For the first time since arriving in Iron Forge, the partners had time and privacy to themselves. After getting some food for Dagna, oil for RU0, they found a quiet spot in a nearby park. A park inside a mountain was an odd thing. There were bats instead of birds, rocks instead of grass, but the ceiling sparkled with glowworms. 

 

The tightness returned. RU0 sipped her oil and gestured at the view. “It’s pretty.” The words fell awkwardly. It’s been decades since she felt this out of place. 

 

“It is.” Dagna reached out and touched her hand. “You okay? You’ve been quiet since we got here. Is everything okay?” 

 

Now that there was a chance to talk, to ask, RU0 found it impossible to speak. What if the answers to all her questions were not what she wanted to hear? What then? Not knowing what else to say, she said, “Everything is okay.” 

 

Dagna looked at her closely, eyes narrowing. RU0 stiffened. Her face would betray nothing anyway. All she had to do was hold still.
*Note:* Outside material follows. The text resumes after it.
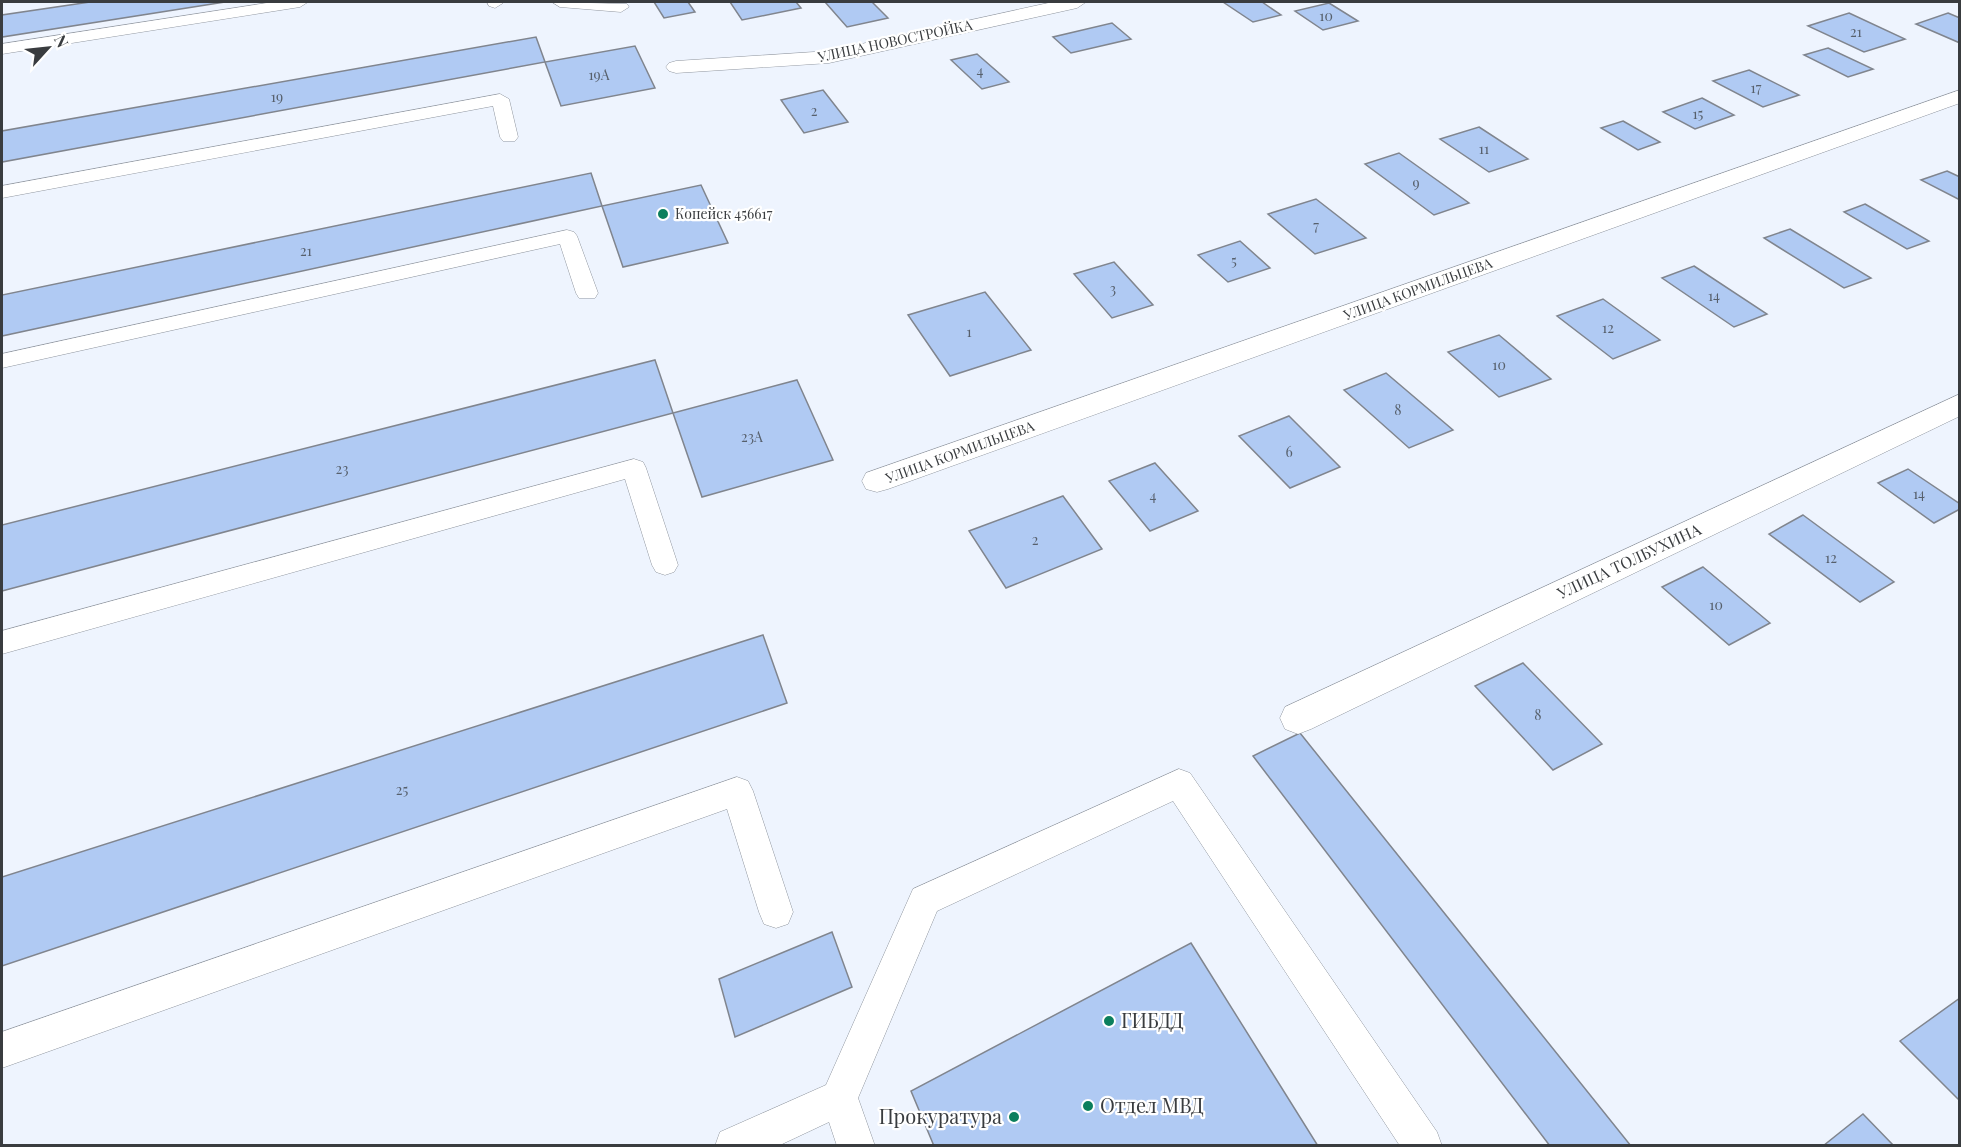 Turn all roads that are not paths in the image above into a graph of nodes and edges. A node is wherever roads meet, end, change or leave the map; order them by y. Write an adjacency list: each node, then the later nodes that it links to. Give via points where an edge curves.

In the end, Dagna cleared her throat and looked away. “So, where do we want to head to next?”
 

That question caught RU0 by surprised. She blinked. “You’re not staying?” 

 

“No. Why would I?” Dagna stretched, and her joints popped. 

 

“Because this is your home.” 

 

“No. This isn’t…” Dagna cocked her head as she struggled to find the words. “I mean… It is, and it’s not at the same time.” 

 

RU0 stared, still confused. 

 

“Yes, it is my home, only because this is where I was born and where I grew up. I’m familiar with it, but it is not at the same time because it’s been a long time since I’m back. My heart isn’t tied to this place anymore. Does that make sense?” 

 

RU0 frowned. “No… Not really. If it isn’t tied to this place, where is it tied to?” 

 

Dagna laughed. Her finger stabbed at RU0’s chest. It thumped solidly against the metal. “Here.” 

 

“My chest?” 

 

Dagna laughed harder. “No, silly. You!” 

 

“Me? What does that mean? You can’t set up home in a warforged. I’m not a place.” 

 

“You’re not a place, but you’re a person. And you’re… mine.” Dagna’s gaze held hers, steadfast and unwavering.

 

“Me?” RU0 repeated, but this time softer. A warmth spread across her chest. It felt weird, but not unwelcome. Her normally yellow eyes slipped slowly into a blend of yellow and pink. 

 

Dagna leaned forward. “Is everything okay? Your eyes… They changed colours.” 

 

RU0’s eyes were now completely pink. The heat in her chest spread upwards to her face. “Did they?” 

 

“Wait a minute,” Dagna said. She cupped RU0’s face. “You’re blushing! Warforged can blush! I’ve made a remarkable discovery!” 

 

Somehow, that made RU0 not only happy but extremely embarrassed at the same time. It was all she could do not to cover Dagna’s mouth with her hand. She watched as Dagna dancing, laughing and leaning in close to look at her eyes. Relief flooded over her. It was the same feeling when she found out Dagna would be okay after she injured her leg the first time. 

 

RU0 was Dagna’s home. With that knowledge came a revelation — she too had a home, and it was Dagna. She didn’t know it then, the feeling she had in her chest, that warmth that came with being with Dagna, it was love. It grew for two hundred years, and now it had blossomed. Even though the words never passed either of their lips, their actions said it all.